It's a UK film, but since the UK is a PAL region, my DVD copy is not ideal. As far as Blu-ray goes, I think there was one US release from the old DVD master, and then after that Scream Factory did a new scan of a print in association with the director, which unfortunately looks really really poor because it is after all a scan of a 35 mm blowup a few generations away from the original 16 mm negative. The best visual fidelity to date is one Koch Media released in Germany last year, which is reportedly constructed from the original 16 mm negative (interesting because this was previously declared "lost", hence Scream Factory scanning a print). But even that has significant problems.

Some issues with the German UHD / 1080p release:

  1. The video levels appear to be wrong, as if it was accidentally encoded with PC RGB levels (0 to 255) instead of standard home video limited levels (16 to 235). When you play it back, it's as if the player thinks it's limited but it's actually full, because blacks look extremely washed out and grey.
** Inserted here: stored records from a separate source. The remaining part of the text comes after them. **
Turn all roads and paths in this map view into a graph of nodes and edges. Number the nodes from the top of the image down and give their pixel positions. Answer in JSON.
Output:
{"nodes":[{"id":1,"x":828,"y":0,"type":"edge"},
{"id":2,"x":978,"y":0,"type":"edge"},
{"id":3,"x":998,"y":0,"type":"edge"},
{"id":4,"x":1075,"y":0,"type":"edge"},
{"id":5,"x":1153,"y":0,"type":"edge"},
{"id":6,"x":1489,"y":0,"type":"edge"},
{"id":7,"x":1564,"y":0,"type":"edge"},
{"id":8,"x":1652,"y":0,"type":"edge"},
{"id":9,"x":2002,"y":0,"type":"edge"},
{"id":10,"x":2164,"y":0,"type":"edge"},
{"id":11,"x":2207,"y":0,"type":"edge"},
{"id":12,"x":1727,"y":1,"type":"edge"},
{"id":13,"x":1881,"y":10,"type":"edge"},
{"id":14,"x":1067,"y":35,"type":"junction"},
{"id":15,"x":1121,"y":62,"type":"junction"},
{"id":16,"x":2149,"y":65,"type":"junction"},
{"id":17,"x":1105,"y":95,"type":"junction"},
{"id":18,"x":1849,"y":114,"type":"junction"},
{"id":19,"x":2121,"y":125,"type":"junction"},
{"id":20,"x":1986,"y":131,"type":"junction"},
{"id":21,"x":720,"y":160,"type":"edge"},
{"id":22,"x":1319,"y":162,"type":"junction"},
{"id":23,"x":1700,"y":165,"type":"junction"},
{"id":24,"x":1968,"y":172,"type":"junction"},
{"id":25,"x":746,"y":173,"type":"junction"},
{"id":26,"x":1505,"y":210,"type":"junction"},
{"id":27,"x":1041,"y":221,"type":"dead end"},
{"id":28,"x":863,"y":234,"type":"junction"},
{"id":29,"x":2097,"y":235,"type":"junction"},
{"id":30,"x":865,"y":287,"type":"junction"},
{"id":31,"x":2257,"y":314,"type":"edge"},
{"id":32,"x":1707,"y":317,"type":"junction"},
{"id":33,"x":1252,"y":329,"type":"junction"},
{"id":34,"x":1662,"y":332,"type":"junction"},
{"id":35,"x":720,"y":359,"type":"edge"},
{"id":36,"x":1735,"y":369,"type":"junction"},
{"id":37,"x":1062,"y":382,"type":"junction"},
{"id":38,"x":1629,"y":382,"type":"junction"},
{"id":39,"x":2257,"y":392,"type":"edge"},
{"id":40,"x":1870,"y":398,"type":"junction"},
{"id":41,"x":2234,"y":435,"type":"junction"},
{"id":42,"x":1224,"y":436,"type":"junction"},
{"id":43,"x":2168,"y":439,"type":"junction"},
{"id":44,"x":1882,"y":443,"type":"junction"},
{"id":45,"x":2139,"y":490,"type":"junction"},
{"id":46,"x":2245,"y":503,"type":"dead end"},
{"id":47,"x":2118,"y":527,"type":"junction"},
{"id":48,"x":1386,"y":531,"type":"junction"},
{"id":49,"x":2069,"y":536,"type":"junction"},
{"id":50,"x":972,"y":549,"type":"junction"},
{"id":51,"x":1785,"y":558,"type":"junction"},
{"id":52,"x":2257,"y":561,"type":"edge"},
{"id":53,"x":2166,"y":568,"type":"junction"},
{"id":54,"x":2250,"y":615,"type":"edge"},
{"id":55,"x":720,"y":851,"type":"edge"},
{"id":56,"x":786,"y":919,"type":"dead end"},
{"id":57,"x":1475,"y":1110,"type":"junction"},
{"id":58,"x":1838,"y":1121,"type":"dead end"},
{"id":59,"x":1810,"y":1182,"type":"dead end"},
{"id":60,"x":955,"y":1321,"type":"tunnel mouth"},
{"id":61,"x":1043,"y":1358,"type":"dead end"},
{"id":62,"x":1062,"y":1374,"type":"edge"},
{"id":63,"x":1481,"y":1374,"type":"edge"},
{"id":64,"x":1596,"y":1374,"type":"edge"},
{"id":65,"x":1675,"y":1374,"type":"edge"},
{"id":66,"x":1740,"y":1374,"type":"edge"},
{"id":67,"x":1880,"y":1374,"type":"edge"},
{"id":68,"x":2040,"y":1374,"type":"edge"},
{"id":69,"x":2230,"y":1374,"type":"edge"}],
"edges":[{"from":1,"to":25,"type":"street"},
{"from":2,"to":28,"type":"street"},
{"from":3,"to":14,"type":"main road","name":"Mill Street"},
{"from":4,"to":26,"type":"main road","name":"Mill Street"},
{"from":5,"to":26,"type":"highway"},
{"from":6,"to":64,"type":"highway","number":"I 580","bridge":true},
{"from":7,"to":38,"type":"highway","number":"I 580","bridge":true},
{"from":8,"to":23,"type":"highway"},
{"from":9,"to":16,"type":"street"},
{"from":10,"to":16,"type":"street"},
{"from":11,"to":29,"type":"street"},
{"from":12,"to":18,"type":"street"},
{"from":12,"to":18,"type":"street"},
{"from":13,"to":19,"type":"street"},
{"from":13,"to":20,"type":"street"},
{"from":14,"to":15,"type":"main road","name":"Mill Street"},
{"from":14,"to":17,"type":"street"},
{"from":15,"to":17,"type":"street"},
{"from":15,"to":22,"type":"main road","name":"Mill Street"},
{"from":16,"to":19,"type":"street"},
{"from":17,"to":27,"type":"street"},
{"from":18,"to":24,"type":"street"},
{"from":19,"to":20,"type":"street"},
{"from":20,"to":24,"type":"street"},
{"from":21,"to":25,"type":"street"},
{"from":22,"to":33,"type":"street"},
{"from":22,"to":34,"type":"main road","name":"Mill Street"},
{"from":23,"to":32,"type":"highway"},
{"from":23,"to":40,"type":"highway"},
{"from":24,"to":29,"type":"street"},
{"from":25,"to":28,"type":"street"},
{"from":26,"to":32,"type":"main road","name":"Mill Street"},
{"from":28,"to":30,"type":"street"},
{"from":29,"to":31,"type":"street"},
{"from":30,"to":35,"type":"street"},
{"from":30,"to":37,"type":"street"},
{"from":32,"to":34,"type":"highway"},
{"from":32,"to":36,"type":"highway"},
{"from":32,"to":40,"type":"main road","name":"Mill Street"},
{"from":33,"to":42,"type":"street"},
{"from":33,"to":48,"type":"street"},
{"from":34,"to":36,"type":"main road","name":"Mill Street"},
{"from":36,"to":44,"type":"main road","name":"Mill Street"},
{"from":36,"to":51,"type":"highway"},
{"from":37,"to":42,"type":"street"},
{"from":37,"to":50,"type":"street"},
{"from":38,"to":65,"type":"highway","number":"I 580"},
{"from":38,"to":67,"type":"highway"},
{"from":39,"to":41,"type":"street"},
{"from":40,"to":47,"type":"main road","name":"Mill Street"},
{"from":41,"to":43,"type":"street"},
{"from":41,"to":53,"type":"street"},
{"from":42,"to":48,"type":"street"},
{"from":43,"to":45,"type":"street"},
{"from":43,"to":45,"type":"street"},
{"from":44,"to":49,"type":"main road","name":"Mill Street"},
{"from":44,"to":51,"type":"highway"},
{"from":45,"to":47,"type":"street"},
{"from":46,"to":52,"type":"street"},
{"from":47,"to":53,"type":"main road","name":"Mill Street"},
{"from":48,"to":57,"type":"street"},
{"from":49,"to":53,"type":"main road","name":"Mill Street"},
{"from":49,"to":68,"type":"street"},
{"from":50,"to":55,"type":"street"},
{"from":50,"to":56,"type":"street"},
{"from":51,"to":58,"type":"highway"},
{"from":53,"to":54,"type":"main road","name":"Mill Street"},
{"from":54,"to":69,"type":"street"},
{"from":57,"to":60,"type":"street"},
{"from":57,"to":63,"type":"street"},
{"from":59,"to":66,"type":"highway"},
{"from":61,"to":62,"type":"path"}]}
  2. There appear to have been missing or damaged frames in the OCN elements somehow, because several frames seem to have been inserted from what looks like the Scream Factory (35 mm blowup) release, which makes the quality inconsistent.

  3. Another inconsistency with the quality is that every time there's an optical effect, the generational difference between the actual negative elements directly from the camera and the several-generations-removed frames containing optical effects is extremely jarring, because there is so much additional grain and so on. This is normal enough for optical effects, but it's severe here because of the 16 mm to 35 mm blowup making the grain significantly more apparent.

  4. Frequently when there is a hard cut, the new 2 or 3 frames are misaligned before the framing is then realigned and remains in place for the remainder of the shot. I found that the Second Sight open matte restoration of BASKET CASE had this same problem, which is also something I have a vague plan to fix (I'll probably crop it back to its original theatrical presentation which will mean I can stabilise each cut, but it'll take forever to do that). I may also consider doing the same with DOG SOLDIERS, but this would be extremely time consuming and tedious and I've got far too many things on my plate as it is.

  5. The English audio has been screwed up pretty severely, with at least two moments I know of thus far where the music or some other part of the audio is completely out of sync, causing it to obscure or even completely replace dialogue. Around 00:03:25 or so, the music builds to a crescendo then stops abruptly in every other audio track (e.g. DVD, Scream Factory BD, and German 5.1 track off this release) but in the English 5.1 Koch has the music fall behind so that it's still blaring when a character speaks instead of being almost silent. There's a similar issue a few minutes later as well (as described here) where a helicopter sound is duplicated in place of an actual line of dialogue, which is subtitled but not actually present in the audio (Koch on left, Scream Factory on right):

    [Image: Dog-Soldiers-Koch-Media-00h07m44s-line-missing.png] [Image: Dog-Soldiers-Scream-Factory-00h07m46s-line-present.png]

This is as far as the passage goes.